To do: Each line of the listing below that includes "down" should be reported.

Dataset excerpts:
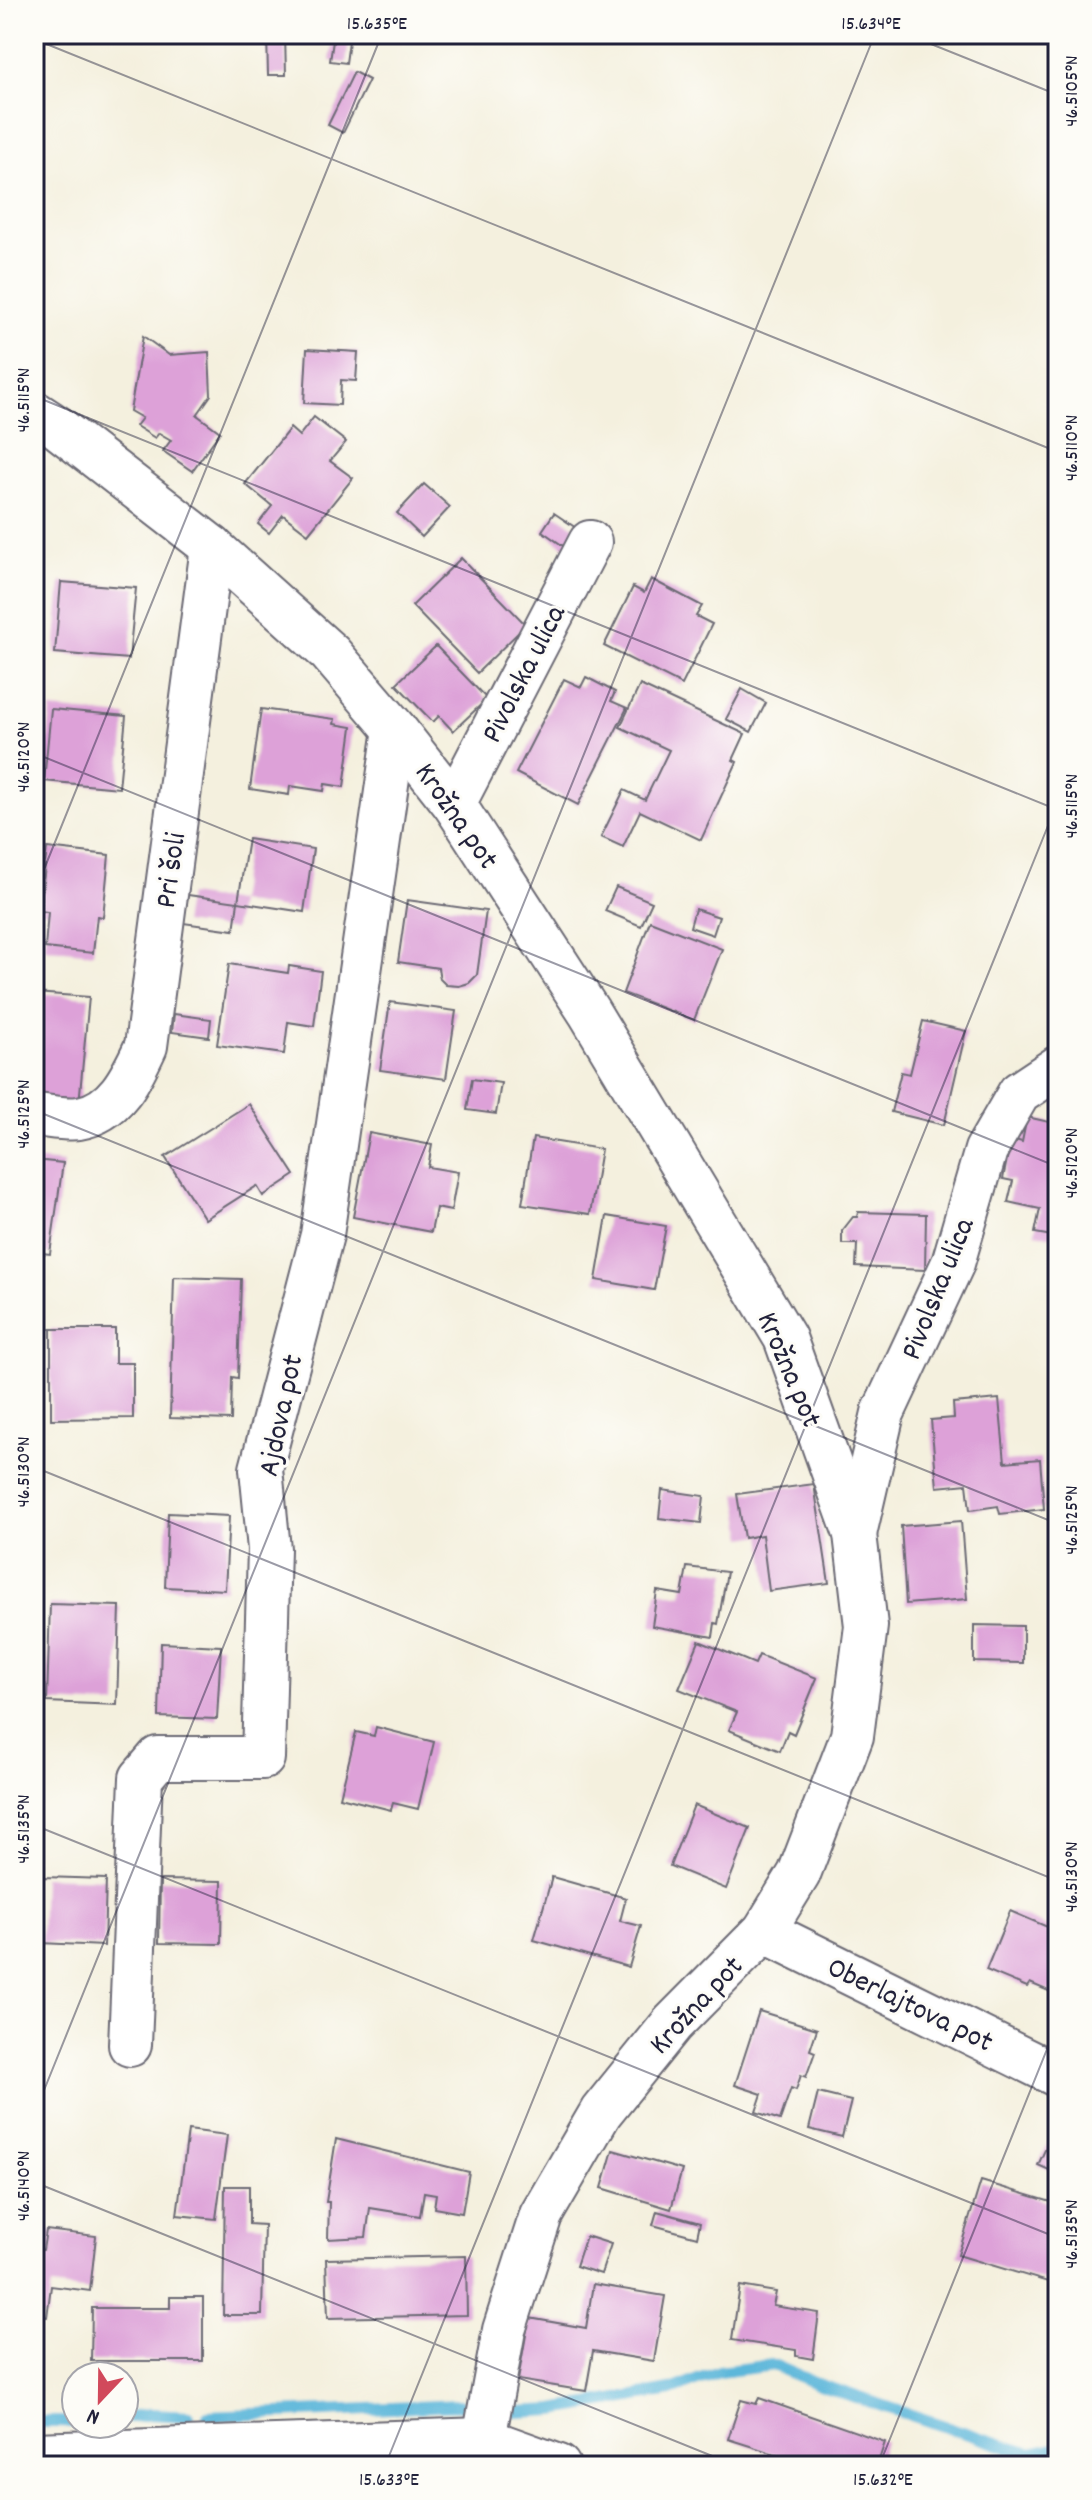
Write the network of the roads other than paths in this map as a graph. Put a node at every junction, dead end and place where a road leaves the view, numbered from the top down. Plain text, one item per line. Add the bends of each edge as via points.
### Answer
1 (34, 412) edge
2 (590, 542) dead end
3 (212, 547) junction
4 (395, 729) junction
5 (454, 804) junction
6 (1058, 1067) edge
7 (34, 1115) edge
8 (855, 1534) junction
9 (764, 1931) junction
10 (130, 2045) dead end
11 (1058, 2076) edge
12 (484, 2439) junction
13 (34, 2454) edge
14 (559, 2466) edge

1 - 3 street, Krožna pot
2 - 5 street, Pivolska ulica
3 - 4 street, Krožna pot via 330,653
3 - 7 street, Pri šoli via 146,1046 129,1081 104,1109 78,1118
4 - 5 street, Krožna pot
4 - 10 street, Ajdova pot via 322,1235 261,1469 269,1549 263,1758 158,1758 141,1778
5 - 8 street, Krožna pot via 589,1012 785,1338
6 - 8 street, Pivolska ulica via 1019,1093 986,1150 953,1263 883,1413
8 - 9 street, Krožna pot via 866,1626 852,1736 799,1874
9 - 11 street, Oberlajtova pot
9 - 12 street, Krožna pot via 672,2024 601,2112 541,2215 504,2330
12 - 13 street
12 - 14 street

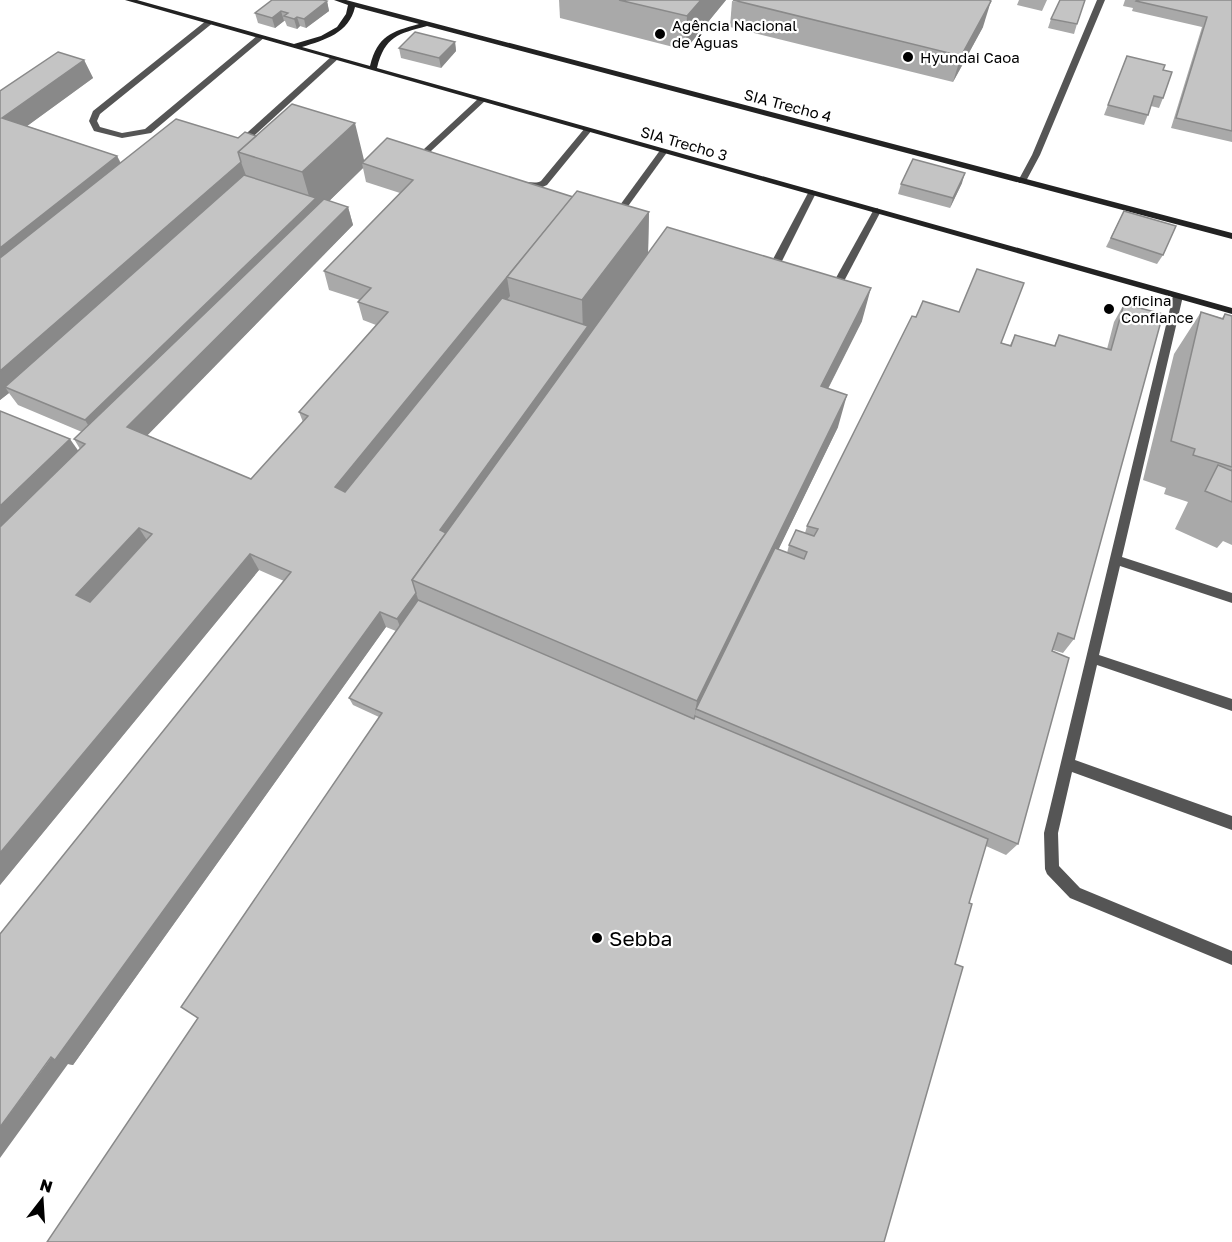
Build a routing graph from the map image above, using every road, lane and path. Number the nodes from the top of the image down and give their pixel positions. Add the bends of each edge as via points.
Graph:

Answer:
Write the network of the roads other than paths in this map as a graph. Put a node at every junction, dead end and place where a road leaves the view, numbered from the top down. Plain text, one item per line. Add the bends of each edge as via points.
Build a routing graph from the map image above, using every road, lane and path. Number the nodes from the top of the image down and give their pixel positions. Add the bends of each edge as via points.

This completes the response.